**YOUR OBJECTIVE:**
Go through the data below line by line and count those containing the word "Einstein". Reply with the count only.

*** MATERIAL FOR THIS EXERCISE Section Begins ***

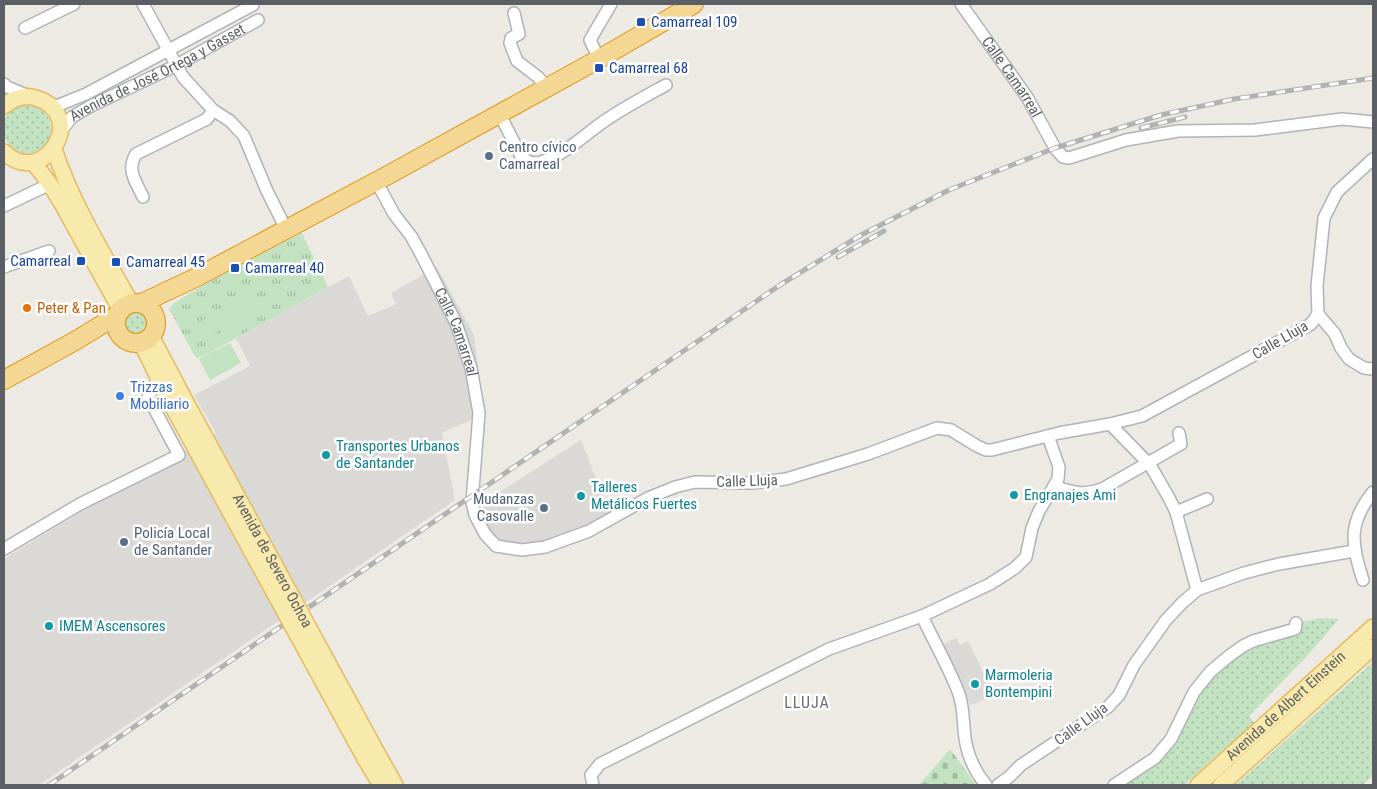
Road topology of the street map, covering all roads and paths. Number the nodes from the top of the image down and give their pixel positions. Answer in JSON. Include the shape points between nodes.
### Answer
{"nodes":[{"id":1,"x":74,"y":4,"type":"edge"},
{"id":2,"x":143,"y":4,"type":"edge"},
{"id":3,"x":611,"y":4,"type":"edge"},
{"id":4,"x":694,"y":4,"type":"edge"},
{"id":5,"x":961,"y":4,"type":"edge"},
{"id":6,"x":252,"y":5,"type":"edge"},
{"id":7,"x":514,"y":13,"type":"dead end"},
{"id":8,"x":258,"y":20,"type":"dead end"},
{"id":9,"x":25,"y":28,"type":"dead end"},
{"id":10,"x":168,"y":52,"type":"junction"},
{"id":11,"x":599,"y":59,"type":"junction"},
{"id":12,"x":175,"y":66,"type":"junction"},
{"id":13,"x":4,"y":84,"type":"edge"},
{"id":14,"x":666,"y":85,"type":"dead end"},
{"id":15,"x":546,"y":87,"type":"junction"},
{"id":16,"x":30,"y":96,"type":"junction"},
{"id":17,"x":4,"y":106,"type":"edge"},
{"id":18,"x":54,"y":107,"type":"junction"},
{"id":19,"x":213,"y":110,"type":"junction"},
{"id":20,"x":499,"y":113,"type":"junction"},
{"id":21,"x":1373,"y":122,"type":"edge"},
{"id":22,"x":61,"y":131,"type":"junction"},
{"id":23,"x":54,"y":149,"type":"junction"},
{"id":24,"x":4,"y":154,"type":"edge"},
{"id":25,"x":1373,"y":159,"type":"edge"},
{"id":26,"x":33,"y":162,"type":"junction"},
{"id":27,"x":376,"y":181,"type":"junction"},
{"id":28,"x":50,"y":184,"type":"junction"},
{"id":29,"x":143,"y":197,"type":"dead end"},
{"id":30,"x":4,"y":206,"type":"edge"},
{"id":31,"x":286,"y":229,"type":"junction"},
{"id":32,"x":49,"y":251,"type":"dead end"},
{"id":33,"x":4,"y":268,"type":"edge"},
{"id":34,"x":174,"y":289,"type":"junction"},
{"id":35,"x":127,"y":308,"type":"junction"},
{"id":36,"x":1318,"y":314,"type":"junction"},
{"id":37,"x":155,"y":318,"type":"junction"},
{"id":38,"x":83,"y":336,"type":"junction"},
{"id":39,"x":120,"y":336,"type":"junction"},
{"id":40,"x":146,"y":339,"type":"junction"},
{"id":41,"x":1373,"y":369,"type":"edge"},
{"id":42,"x":158,"y":379,"type":"junction"},
{"id":43,"x":4,"y":380,"type":"edge"},
{"id":44,"x":175,"y":396,"type":"junction"},
{"id":45,"x":1110,"y":424,"type":"junction"},
{"id":46,"x":1179,"y":433,"type":"dead end"},
{"id":47,"x":1048,"y":436,"type":"junction"},
{"id":48,"x":1147,"y":462,"type":"junction"},
{"id":49,"x":1054,"y":486,"type":"junction"},
{"id":50,"x":1373,"y":492,"type":"edge"},
{"id":51,"x":1207,"y":499,"type":"dead end"},
{"id":52,"x":472,"y":502,"type":"joint"},
{"id":53,"x":1176,"y":512,"type":"junction"},
{"id":54,"x":4,"y":549,"type":"edge"},
{"id":55,"x":1354,"y":551,"type":"junction"},
{"id":56,"x":1363,"y":580,"type":"dead end"},
{"id":57,"x":1197,"y":590,"type":"junction"},
{"id":58,"x":922,"y":616,"type":"junction"},
{"id":59,"x":1296,"y":624,"type":"dead end"},
{"id":60,"x":1373,"y":628,"type":"edge"},
{"id":61,"x":1373,"y":647,"type":"edge"},
{"id":62,"x":370,"y":754,"type":"junction"},
{"id":63,"x":1013,"y":781,"type":"edge"},
{"id":64,"x":381,"y":785,"type":"edge"},
{"id":65,"x":396,"y":785,"type":"edge"},
{"id":66,"x":593,"y":785,"type":"edge"},
{"id":67,"x":986,"y":785,"type":"edge"},
{"id":68,"x":998,"y":785,"type":"edge"},
{"id":69,"x":1114,"y":785,"type":"edge"},
{"id":70,"x":1198,"y":785,"type":"edge"},
{"id":71,"x":1221,"y":785,"type":"edge"}],
"edges":[{"from":1,"to":9,"type":"street"},
{"from":2,"to":10,"type":"street"},
{"from":3,"to":11,"type":"street","via":[[590,40]]},
{"from":4,"to":11,"type":"highway"},
{"from":5,"to":21,"type":"street","name":"Calle Camarreal","via":[[1027,97],[1063,158],[1126,140],[1178,131],[1255,130],[1342,119]]},
{"from":6,"to":10,"type":"street","name":"Avenida de José Ortega y Gasset"},
{"from":7,"to":15,"type":"street","via":[[518,34],[511,38],[510,43],[517,61]]},
{"from":8,"to":12,"type":"street","name":"Avenida de José Ortega y Gasset"},
{"from":10,"to":12,"type":"street"},
{"from":10,"to":18,"type":"street","name":"Avenida de José Ortega y Gasset"},
{"from":11,"to":15,"type":"highway"},
{"from":12,"to":19,"type":"street"},
{"from":12,"to":22,"type":"street","name":"Avenida de José Ortega y Gasset","via":[[91,106],[72,117]]},
{"from":13,"to":16,"type":"street"},
{"from":14,"to":20,"type":"street","via":[[542,162],[526,161],[521,156]]},
{"from":15,"to":20,"type":"highway"},
{"from":16,"to":17,"type":"main road","via":[[20,97]]},
{"from":16,"to":18,"type":"main road"},
{"from":18,"to":22,"type":"main road"},
{"from":19,"to":29,"type":"street","via":[[207,119],[136,154],[131,161],[131,169]]},
{"from":19,"to":31,"type":"street","via":[[244,136]]},
{"from":20,"to":27,"type":"highway"},
{"from":22,"to":23,"type":"main road"},
{"from":23,"to":26,"type":"main road"},
{"from":23,"to":35,"type":"main road","via":[[62,174]]},
{"from":24,"to":26,"type":"main road","via":[[18,161]]},
{"from":25,"to":36,"type":"street","name":"Calle Lluja","via":[[1337,192],[1324,218]]},
{"from":26,"to":28,"type":"main road"},
{"from":27,"to":31,"type":"highway"},
{"from":27,"to":52,"type":"street","name":"Calle Camarreal","via":[[421,254],[456,323],[472,368],[479,413]]},
{"from":28,"to":30,"type":"street"},
{"from":28,"to":35,"type":"main road"},
{"from":31,"to":34,"type":"highway"},
{"from":32,"to":33,"type":"street"},
{"from":34,"to":35,"type":"highway"},
{"from":34,"to":37,"type":"highway"},
{"from":35,"to":37,"type":"highway","via":[[150,309]]},
{"from":35,"to":38,"type":"highway"},
{"from":35,"to":39,"type":"highway","via":[[117,329]]},
{"from":36,"to":41,"type":"street","via":[[1335,334],[1349,359],[1364,368]]},
{"from":36,"to":45,"type":"street","name":"Calle Lluja","via":[[1311,324],[1156,409]]},
{"from":37,"to":40,"type":"highway","via":[[156,327]]},
{"from":38,"to":39,"type":"highway"},
{"from":38,"to":43,"type":"highway"},
{"from":39,"to":40,"type":"highway","via":[[133,343]]},
{"from":40,"to":42,"type":"main road","name":"Avenida de Severo Ochoa"},
{"from":40,"to":44,"type":"main road","name":"Avenida de Severo Ochoa"},
{"from":42,"to":44,"type":"main road","name":"Avenida de Severo Ochoa"},
{"from":42,"to":54,"type":"street","via":[[148,397],[179,455],[80,504]]},
{"from":44,"to":62,"type":"main road","name":"Avenida de Severo Ochoa","bridge":true},
{"from":45,"to":47,"type":"street","name":"Calle Lluja"},
{"from":45,"to":48,"type":"street"},
{"from":46,"to":48,"type":"street","via":[[1181,444]]},
{"from":47,"to":49,"type":"street","via":[[1059,467]]},
{"from":47,"to":52,"type":"street","name":"Calle Lluja","via":[[986,450],[951,430],[937,428],[868,454],[786,479],[752,483],[695,482],[675,487],[648,498],[589,531],[533,550],[496,546],[485,534]]},
{"from":48,"to":49,"type":"street","via":[[1093,492],[1081,494]]},
{"from":48,"to":53,"type":"street"},
{"from":49,"to":58,"type":"street","via":[[1032,528],[1026,557],[1015,568],[990,584]]},
{"from":50,"to":55,"type":"street","via":[[1357,517]]},
{"from":51,"to":53,"type":"street"},
{"from":53,"to":57,"type":"street"},
{"from":55,"to":56,"type":"street"},
{"from":55,"to":57,"type":"street","name":"Calle Lluja","via":[[1279,564]]},
{"from":57,"to":63,"type":"street","name":"Calle Lluja","via":[[1166,620],[1108,707],[1021,766]]},
{"from":58,"to":66,"type":"street","via":[[829,649],[600,764],[591,775]]},
{"from":58,"to":67,"type":"street","via":[[959,693],[971,762]]},
{"from":59,"to":69,"type":"street","via":[[1295,629],[1243,646],[1210,672],[1194,692],[1171,739],[1154,758]]},
{"from":60,"to":70,"type":"main road","name":"Avenida de Albert Einstein"},
{"from":61,"to":71,"type":"main road","name":"Avenida de Albert Einstein"},
{"from":62,"to":64,"type":"main road","name":"Avenida de Severo Ochoa"},
{"from":62,"to":65,"type":"main road","name":"Avenida de Severo Ochoa"},
{"from":63,"to":68,"type":"street","name":"Calle Lluja"}]}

*** MATERIAL FOR THIS EXERCISE Section Ends ***

**YOUR RESPONSE:**
2